- About this exercise
Scan the listing below for the word "bridge" and copy every line that has it.

- Data records
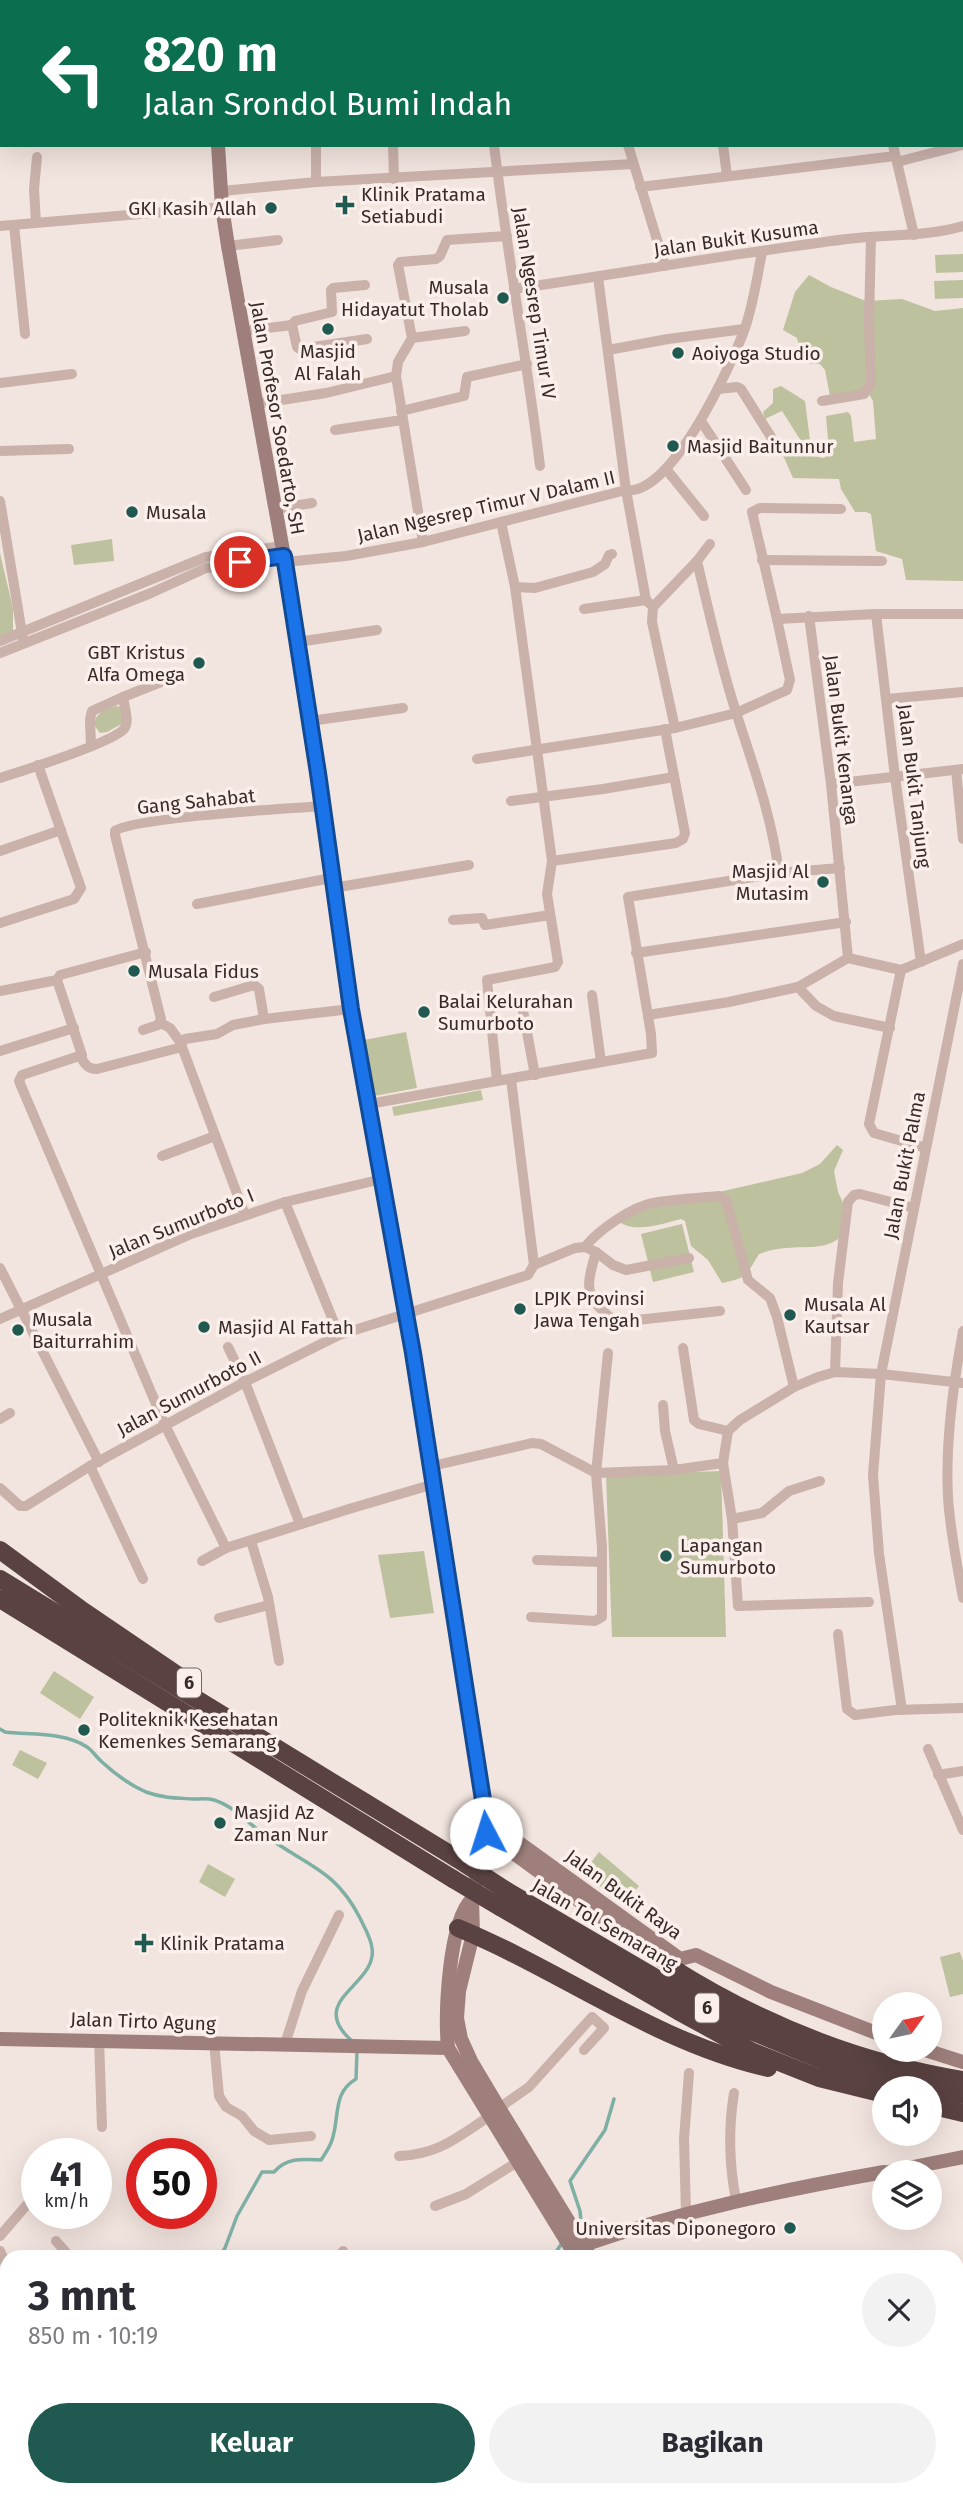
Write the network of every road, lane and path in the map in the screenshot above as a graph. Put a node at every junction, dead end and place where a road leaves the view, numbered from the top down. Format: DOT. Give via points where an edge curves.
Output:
graph roads {
  1 [pos="218,147"];
  2 [pos="316,147"];
  3 [pos="393,147"];
  4 [pos="494,147"];
  5 [pos="629,147"];
  6 [pos="723,147"];
  7 [pos="947,147"];
  8 [pos="895,154"];
  9 [pos="37,156"];
  10 [pos="634,164"];
  11 [pos="498,173"];
  12 [pos="727,176"];
  13 [pos="394,179"];
  14 [pos="316,182"];
  15 [pos="640,187"];
  16 [pos="221,191"];
  17 [pos="222,207"];
  18 [pos="36,223"];
  19 [pos="14,225"];
  20 [pos="0,226"];
  21 [pos="963,226"];
  22 [pos="914,235"];
  23 [pos="507,236"];
  24 [pos="871,237"];
  25 [pos="278,240"];
  26 [pos="228,246"];
  27 [pos="762,252"];
  28 [pos="665,266"];
  29 [pos="598,277"];
  30 [pos="365,285"];
  31 [pos="514,289"];
  32 [pos="292,325"];
  33 [pos="744,329"];
  34 [pos="244,331"];
  35 [pos="465,331"];
  36 [pos="25,334"];
  37 [pos="412,338"];
  38 [pos="367,339"];
  39 [pos="608,350"];
  40 [pos="527,363"];
  41 [pos="72,374"];
  42 [pos="396,376"];
  43 [pos="0,383"];
  44 [pos="718,389"];
  45 [pos="822,401"];
  46 [pos="256,404"];
  47 [pos="402,415"];
  48 [pos="701,421"];
  49 [pos="335,430"];
  50 [pos="772,447"];
  51 [pos="69,449"];
  52 [pos="0,451"];
  53 [pos="540,466"];
  54 [pos="666,469"];
  55 [pos="626,490"];
  56 [pos="746,490"];
  57 [pos="0,501"];
  58 [pos="312,503"];
  59 [pos="275,509"];
  60 [pos="841,509"];
  61 [pos="704,516"];
  62 [pos="501,522"];
  63 [pos="423,542"];
  64 [pos="710,544"];
  65 [pos="612,554"];
  66 [pos="283,555"];
  67 [pos="762,559"];
  68 [pos="697,561"];
  69 [pos="882,561"];
  70 [pos="515,587"];
  71 [pos="649,604"];
  72 [pos="584,609"];
  73 [pos="876,614"];
  74 [pos="963,614"];
  75 [pos="809,616"];
  76 [pos="777,619"];
  77 [pos="377,630"];
  78 [pos="23,638"];
  79 [pos="0,641"];
  80 [pos="298,642"];
  81 [pos="0,653"];
  82 [pos="160,682"];
  83 [pos="963,692"];
  84 [pos="123,697"];
  85 [pos="887,699"];
  86 [pos="403,708"];
  87 [pos="736,713"];
  88 [pos="310,721"];
  89 [pos="670,729"];
  90 [pos="91,746"];
  91 [pos="536,750"];
  92 [pos="477,758"];
  93 [pos="38,765"];
  94 [pos="959,769"];
  95 [pos="674,777"];
  96 [pos="895,777"];
  97 [pos="0,778"];
  98 [pos="831,784"];
  99 [pos="543,796"];
  100 [pos="512,801"];
  101 [pos="322,806"];
  102 [pos="61,830"];
  103 [pos="963,839"];
  104 [pos="0,851"];
  105 [pos="552,861"];
  106 [pos="470,865"];
  107 [pos="840,868"];
  108 [pos="779,873"];
  109 [pos="332,883"];
  110 [pos="197,904"];
  111 [pos="550,915"];
  112 [pos="453,920"];
  113 [pos="846,922"];
  114 [pos="0,923"];
  115 [pos="963,944"];
  116 [pos="146,952"];
  117 [pos="636,953"];
  118 [pos="848,958"];
  119 [pos="921,962"];
  120 [pos="963,964"];
  121 [pos="901,970"];
  122 [pos="57,980"];
  123 [pos="798,987"];
  124 [pos="0,991"];
  125 [pos="592,995"];
  126 [pos="214,997"];
  127 [pos="351,1009"];
  128 [pos="523,1010"];
  129 [pos="648,1015"];
  130 [pos="264,1018"];
  131 [pos="963,1020"];
  132 [pos="161,1023"];
  133 [pos="950,1023"];
  134 [pos="74,1028"];
  135 [pos="890,1028"];
  136 [pos="143,1030"];
  137 [pos="181,1045"];
  138 [pos="0,1051"];
  139 [pos="81,1057"];
  140 [pos="601,1062"];
  141 [pos="535,1075"];
  142 [pos="511,1079"];
  143 [pos="497,1081"];
  144 [pos="369,1104"];
  145 [pos="215,1136"];
  146 [pos="926,1148"];
  147 [pos="162,1156"];
  148 [pos="382,1179"];
  149 [pos="285,1202"];
  150 [pos="914,1209"];
  151 [pos="245,1215"];
  152 [pos="585,1247"];
  153 [pos="596,1252"];
  154 [pos="689,1258"];
  155 [pos="534,1265"];
  156 [pos="0,1268"];
  157 [pos="101,1275"];
  158 [pos="22,1309"];
  159 [pos="720,1311"];
  160 [pos="407,1314"];
  161 [pos="0,1319"];
  162 [pos="963,1331"];
  163 [pos="339,1335"];
  164 [pos="228,1347"];
  165 [pos="683,1348"];
  166 [pos="608,1353"];
  167 [pos="835,1372"];
  168 [pos="881,1374"];
  169 [pos="244,1382"];
  170 [pos="958,1382"];
  171 [pos="794,1387"];
  172 [pos="663,1405"];
  173 [pos="10,1413"];
  174 [pos="0,1419"];
  175 [pos="165,1425"];
  176 [pos="728,1431"];
  177 [pos="723,1463"];
  178 [pos="94,1464"];
  179 [pos="432,1466"];
  180 [pos="674,1470"];
  181 [pos="596,1473"];
  182 [pos="820,1481"];
  183 [pos="434,1485"];
  184 [pos="0,1488"];
  185 [pos="732,1519"];
  186 [pos="300,1524"];
  187 [pos="251,1541"];
  188 [pos="226,1548"];
  189 [pos="0,1550"];
  190 [pos="537,1560"];
  191 [pos="202,1561"];
  192 [pos="602,1562"];
  193 [pos="0,1579"];
  194 [pos="143,1579"];
  195 [pos="963,1598"];
  196 [pos="0,1599"];
  197 [pos="869,1602"];
  198 [pos="269,1605"];
  199 [pos="531,1617"];
  200 [pos="219,1618"];
  201 [pos="838,1634"];
  202 [pos="279,1661"];
  203 [pos="963,1708"];
  204 [pos="902,1710"];
  205 [pos="928,1749"];
  206 [pos="963,1771"];
  207 [pos="938,1775"];
  208 [pos="381,1812"];
  209 [pos="486,1826"];
  210 [pos="962,1826"];
  211 [pos="503,1899"];
  212 [pos="339,1915"];
  213 [pos="466,1931"];
  214 [pos="675,1962"];
  215 [pos="872,2031"];
  216 [pos="0,2039"];
  217 [pos="99,2039"];
  218 [pos="214,2042"];
  219 [pos="285,2044"];
  220 [pos="449,2048"];
  221 [pos="584,2050"];
  222 [pos="942,2055"];
  223 [pos="963,2062"];
  224 [pos="688,2073"];
  225 [pos="878,2076"];
  226 [pos="819,2078"];
  227 [pos="963,2080"];
  228 [pos="942,2091"];
  229 [pos="872,2092"];
  230 [pos="734,2093"];
  231 [pos="963,2095"];
  232 [pos="942,2108"];
  233 [pos="495,2112"];
  234 [pos="963,2113"];
  235 [pos="102,2127"];
  236 [pos="311,2136"];
  237 [pos="399,2155"];
  238 [pos="963,2157"];
  239 [pos="519,2161"];
  240 [pos="942,2161"];
  241 [pos="872,2175"];
  242 [pos="736,2200"];
  243 [pos="435,2206"];
  244 [pos="21,2212"];
  245 [pos="686,2213"];
  246 [pos="0,2236"];
  247 [pos="56,2241"];
  248 [pos="575,2245"];
  249 [pos="64,2250"];
  1 -- 16 [label="main road, Jalan Profesor Soedarto, SH"];
  2 -- 14 [label="street"];
  3 -- 13 [label="street"];
  4 -- 11 [label="street, Jalan Ngesrep Timur IV"];
  5 -- 10 [label="street"];
  6 -- 12 [label="street"];
  7 -- 8 [label="street"];
  8 -- 12 [label="street"];
  8 -- 22 [label="street"];
  9 -- 18 [label="street"];
  10 -- 11 [label="street"];
  10 -- 15 [label="street"];
  11 -- 13 [label="street"];
  11 -- 23 [label="street, Jalan Ngesrep Timur IV"];
  12 -- 15 [label="street"];
  13 -- 14 [label="street"];
  14 -- 16 [label="street"];
  15 -- 28 [label="street"];
  16 -- 17 [label="main road, Jalan Profesor Soedarto, SH"];
  17 -- 18 [label="street"];
  17 -- 26 [label="main road, Jalan Profesor Soedarto, SH"];
  18 -- 19 [label="street"];
  19 -- 20 [label="street"];
  19 -- 36 [label="street"];
  21 -- 22 [label="street, Jalan Bukit Kusuma"];
  22 -- 24 [label="street, Jalan Bukit Kusuma"];
  23 -- 31 [label="street, Jalan Ngesrep Timur IV"];
  23 -- 37 [label="street" via="447,240 436,259 400,262"];
  24 -- 27 [label="street, Jalan Bukit Kusuma"];
  24 -- 45 [label="street" via="871,383 864,394"];
  25 -- 26 [label="street"];
  26 -- 34 [label="main road, Jalan Profesor Soedarto, SH"];
  27 -- 28 [label="street, Jalan Bukit Kusuma"];
  27 -- 33 [label="street"];
  28 -- 29 [label="street, Jalan Bukit Kusuma"];
  29 -- 31 [label="street, Jalan Bukit Kusuma"];
  29 -- 39 [label="street"];
  30 -- 32 [label="street" via="331,289 332,312"];
  31 -- 40 [label="street, Jalan Ngesrep Timur IV"];
  32 -- 34 [label="street"];
  32 -- 38 [label="street" via="300,349"];
  33 -- 39 [label="street"];
  33 -- 44 [label="street"];
  34 -- 46 [label="main road, Jalan Profesor Soedarto, SH"];
  35 -- 37 [label="street"];
  37 -- 42 [label="street" via="398,362"];
  39 -- 55 [label="street"];
  40 -- 47 [label="street" via="467,377 464,396"];
  40 -- 53 [label="street, Jalan Ngesrep Timur IV"];
  41 -- 43 [label="street"];
  42 -- 46 [label="street"];
  42 -- 47 [label="street"];
  44 -- 48 [label="street"];
  44 -- 50 [label="street" via="741,389 771,437"];
  46 -- 59 [label="main road, Jalan Profesor Soedarto, SH"];
  47 -- 49 [label="street"];
  47 -- 63 [label="street"];
  48 -- 54 [label="street"];
  48 -- 56 [label="street"];
  51 -- 52 [label="street"];
  54 -- 55 [label="street" via="641,489"];
  54 -- 61 [label="street"];
  55 -- 62 [label="street, Jalan Ngesrep Timur V Dalam II"];
  55 -- 71 [label="street, Jalan Ngesrep Timur V Dalam II"];
  57 -- 78 [label="street"];
  58 -- 59 [label="street"];
  59 -- 66 [label="main road, Jalan Profesor Soedarto, SH"];
  60 -- 67 [label="street" via="754,510"];
  62 -- 63 [label="street, Jalan Ngesrep Timur V Dalam II"];
  62 -- 70 [label="street"];
  63 -- 66 [label="street, Jalan Ngesrep Timur V Dalam II" via="346,556"];
  64 -- 68 [label="street"];
  65 -- 70 [label="street" via="593,572 535,588"];
  66 -- 78 [label="street, Jalan Ngesrep Timur V Dalam II" via="261,554 189,570"];
  66 -- 80 [label="main road, Jalan Profesor Soedarto, SH"];
  67 -- 69 [label="street"];
  67 -- 76 [label="street"];
  68 -- 71 [label="street"];
  68 -- 87 [label="street"];
  70 -- 91 [label="street"];
  71 -- 72 [label="street"];
  71 -- 89 [label="street, Jalan Ngesrep Timur V Dalam II"];
  73 -- 74 [label="street"];
  73 -- 75 [label="street"];
  73 -- 85 [label="street, Jalan Bukit Tanjung"];
  75 -- 76 [label="street"];
  75 -- 98 [label="street, Jalan Bukit Kenanga"];
  76 -- 87 [label="street" via="790,686"];
  77 -- 80 [label="street"];
  78 -- 79 [label="street"];
  78 -- 81 [label="street"];
  80 -- 88 [label="main road, Jalan Profesor Soedarto, SH"];
  82 -- 84 [label="street"];
  83 -- 85 [label="street"];
  84 -- 90 [label="street" via="92,711"];
  84 -- 90 [label="street" via="125,727"];
  85 -- 96 [label="street, Jalan Bukit Tanjung"];
  86 -- 88 [label="street"];
  87 -- 89 [label="street"];
  87 -- 108 [label="street" via="766,804"];
  88 -- 101 [label="main road, Jalan Profesor Soedarto, SH"];
  89 -- 91 [label="street"];
  89 -- 95 [label="street, Jalan Ngesrep Timur V Dalam II"];
  90 -- 93 [label="street"];
  91 -- 92 [label="street"];
  91 -- 99 [label="street"];
  93 -- 97 [label="street"];
  93 -- 102 [label="street"];
  94 -- 96 [label="street"];
  94 -- 103 [label="street"];
  95 -- 99 [label="street"];
  95 -- 105 [label="street, Jalan Ngesrep Timur V Dalam II" via="683,839"];
  96 -- 98 [label="street"];
  96 -- 119 [label="street, Jalan Bukit Tanjung"];
  98 -- 107 [label="street, Jalan Bukit Kenanga"];
  99 -- 100 [label="street"];
  99 -- 105 [label="street"];
  101 -- 109 [label="main road, Jalan Profesor Soedarto, SH"];
  101 -- 116 [label="street, Gang Sahabat" via="120,827 116,831 123,870"];
  102 -- 104 [label="street"];
  102 -- 114 [label="street" via="81,888 78,896"];
  105 -- 111 [label="street" via="547,894"];
  106 -- 109 [label="street"];
  107 -- 108 [label="street"];
  107 -- 113 [label="street, Jalan Bukit Kenanga"];
  108 -- 117 [label="street" via="630,896"];
  109 -- 110 [label="street"];
  109 -- 127 [label="main road, Jalan Profesor Soedarto, SH"];
  111 -- 112 [label="street" via="485,925 482,918"];
  111 -- 143 [label="street" via="557,965 487,980"];
  113 -- 117 [label="street"];
  113 -- 118 [label="street, Jalan Bukit Kenanga"];
  115 -- 119 [label="street"];
  116 -- 122 [label="street" via="62,974"];
  116 -- 132 [label="street, Gang Sahabat"];
  117 -- 129 [label="street"];
  118 -- 121 [label="street"];
  118 -- 123 [label="street"];
  119 -- 121 [label="street"];
  120 -- 133 [label="street, Jalan Bukit Palma"];
  121 -- 135 [label="street"];
  122 -- 124 [label="street"];
  122 -- 134 [label="street"];
  123 -- 129 [label="street"];
  123 -- 135 [label="street" via="816,1006 834,1016"];
  125 -- 140 [label="street"];
  126 -- 130 [label="street" via="254,985 259,989"];
  127 -- 130 [label="street"];
  127 -- 144 [label="main road, Jalan Profesor Soedarto, SH"];
  128 -- 141 [label="street"];
  129 -- 140 [label="street" via="653,1053"];
  130 -- 137 [label="street" via="233,1025 218,1034 185,1039"];
  131 -- 133 [label="street"];
  132 -- 136 [label="street"];
  132 -- 137 [label="street" via="175,1033"];
  133 -- 146 [label="street, Jalan Bukit Palma"];
  134 -- 138 [label="street"];
  134 -- 139 [label="street"];
  135 -- 146 [label="street" via="869,1124 874,1133"];
  137 -- 139 [label="street" via="97,1069 91,1069"];
  137 -- 145 [label="street"];
  139 -- 157 [label="street" via="22,1075 19,1082"];
  140 -- 141 [label="street"];
  141 -- 142 [label="street"];
  142 -- 143 [label="street"];
  142 -- 155 [label="street"];
  143 -- 144 [label="street"];
  144 -- 148 [label="main road, Jalan Profesor Soedarto, SH"];
  145 -- 147 [label="street"];
  145 -- 151 [label="street"];
  146 -- 150 [label="street, Jalan Bukit Palma"];
  148 -- 149 [label="street, Jalan Sumurboto I"];
  148 -- 160 [label="main road, Jalan Profesor Soedarto, SH"];
  149 -- 151 [label="street, Jalan Sumurboto I"];
  149 -- 163 [label="street"];
  150 -- 167 [label="street" via="860,1194 848,1202 838,1283"];
  150 -- 168 [label="street, Jalan Bukit Palma"];
  151 -- 157 [label="street, Jalan Sumurboto I"];
  152 -- 153 [label="street"];
  152 -- 155 [label="street, Jalan Sumurboto II"];
  152 -- 171 [label="street" via="599,1232 652,1203 719,1196 726,1200 748,1280 770,1298 774,1309"];
  153 -- 154 [label="street" via="626,1269"];
  153 -- 159 [label="street" via="588,1287 594,1303 613,1320"];
  155 -- 160 [label="street, Jalan Sumurboto II" via="528,1275"];
  156 -- 158 [label="street"];
  157 -- 158 [label="street, Jalan Sumurboto I"];
  157 -- 175 [label="street"];
  158 -- 161 [label="street, Jalan Sumurboto I"];
  158 -- 178 [label="street"];
  160 -- 163 [label="street, Jalan Sumurboto II"];
  160 -- 179 [label="main road, Jalan Profesor Soedarto, SH"];
  162 -- 170 [label="street"];
  163 -- 169 [label="street, Jalan Sumurboto II"];
  164 -- 169 [label="street"];
  165 -- 176 [label="street" via="694,1420"];
  166 -- 181 [label="street"];
  167 -- 168 [label="street"];
  167 -- 171 [label="street"];
  168 -- 170 [label="street"];
  168 -- 204 [label="street, Jalan Bukit Palma" via="873,1475 879,1554"];
  169 -- 175 [label="street, Jalan Sumurboto II"];
  169 -- 186 [label="street"];
  170 -- 195 [label="street" via="948,1495"];
  171 -- 176 [label="street"];
  172 -- 180 [label="street"];
  173 -- 174 [label="street"];
  175 -- 178 [label="street, Jalan Sumurboto II"];
  175 -- 188 [label="street"];
  176 -- 177 [label="street"];
  177 -- 180 [label="street"];
  177 -- 185 [label="street"];
  178 -- 184 [label="street, Jalan Sumurboto II" via="26,1506 19,1506"];
  178 -- 194 [label="street"];
  179 -- 181 [label="street" via="532,1443"];
  179 -- 183 [label="main road, Jalan Profesor Soedarto, SH"];
  180 -- 181 [label="street"];
  181 -- 192 [label="street"];
  182 -- 185 [label="street" via="789,1491 762,1513"];
  183 -- 186 [label="street"];
  183 -- 209 [label="main road, Jalan Profesor Soedarto, SH"];
  185 -- 197 [label="street" via="738,1606"];
  186 -- 187 [label="street"];
  187 -- 188 [label="street"];
  187 -- 198 [label="street"];
  188 -- 191 [label="street"];
  189 -- 208 [label="highway, 6"];
  190 -- 192 [label="street"];
  192 -- 199 [label="street" via="599,1620"];
  193 -- 208 [label="highway, Jalan Tol Semarang / 6"];
  196 -- 211 [label="highway, Jalan Tol Semarang / 6, bridge" via="453,1879"];
  198 -- 200 [label="street"];
  198 -- 202 [label="street"];
  201 -- 204 [label="street" via="850,1713"];
  203 -- 204 [label="street"];
  205 -- 207 [label="street"];
  206 -- 207 [label="street"];
  207 -- 210 [label="street"];
  208 -- 211 [label="highway, Jalan Tol Semarang / 6, bridge" via="456,1858"];
  209 -- 213 [label="main road, Jalan Profesor Soedarto, SH"];
  209 -- 214 [label="main road, Jalan Bukit Raya"];
  211 -- 225 [label="highway, Jalan Tol Semarang / 6" via="751,2031 826,2062"];
  211 -- 226 [label="highway, Jalan Tol Semarang / 6" via="731,2041"];
  212 -- 219 [label="street" via="302,1991"];
  213 -- 220 [label="main road" via="448,1991"];
  213 -- 226 [label="highway" via="678,2039 762,2067"];
  213 -- 233 [label="main road" via="457,2018 461,2039"];
  214 -- 215 [label="main road" via="696,1955 771,1992"];
  214 -- 227 [label="highway" via="730,2001 813,2041 899,2067"];
  216 -- 217 [label="main road, Jalan Tirto Agung"];
  217 -- 218 [label="main road, Jalan Tirto Agung"];
  217 -- 235 [label="street"];
  218 -- 219 [label="main road, Jalan Tirto Agung"];
  218 -- 236 [label="street" via="219,2096 226,2107 269,2140"];
  219 -- 220 [label="main road, Jalan Tirto Agung"];
  220 -- 233 [label="main road"];
  221 -- 233 [label="street" via="604,2028 591,2017 529,2087"];
  222 -- 223 [label="main road"];
  224 -- 245 [label="street"];
  226 -- 229 [label="highway, Jalan Tol Semarang / 6"];
  228 -- 231 [label="highway"];
  230 -- 242 [label="street" via="729,2163"];
  232 -- 234 [label="highway"];
  233 -- 237 [label="street" via="438,2149"];
  233 -- 239 [label="main road"];
  233 -- 248 [label="main road"];
  238 -- 240 [label="main road"];
  239 -- 243 [label="street" via="466,2194"];
  239 -- 248 [label="main road"];
  241 -- 242 [label="main road"];
  242 -- 245 [label="main road"];
  244 -- 246 [label="street"];
  245 -- 248 [label="main road"];
  247 -- 249 [label="street"];
}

- Reply
  196 -- 211 [label="highway, Jalan Tol Semarang / 6, bridge" via="453,1879"];
  208 -- 211 [label="highway, Jalan Tol Semarang / 6, bridge" via="456,1858"];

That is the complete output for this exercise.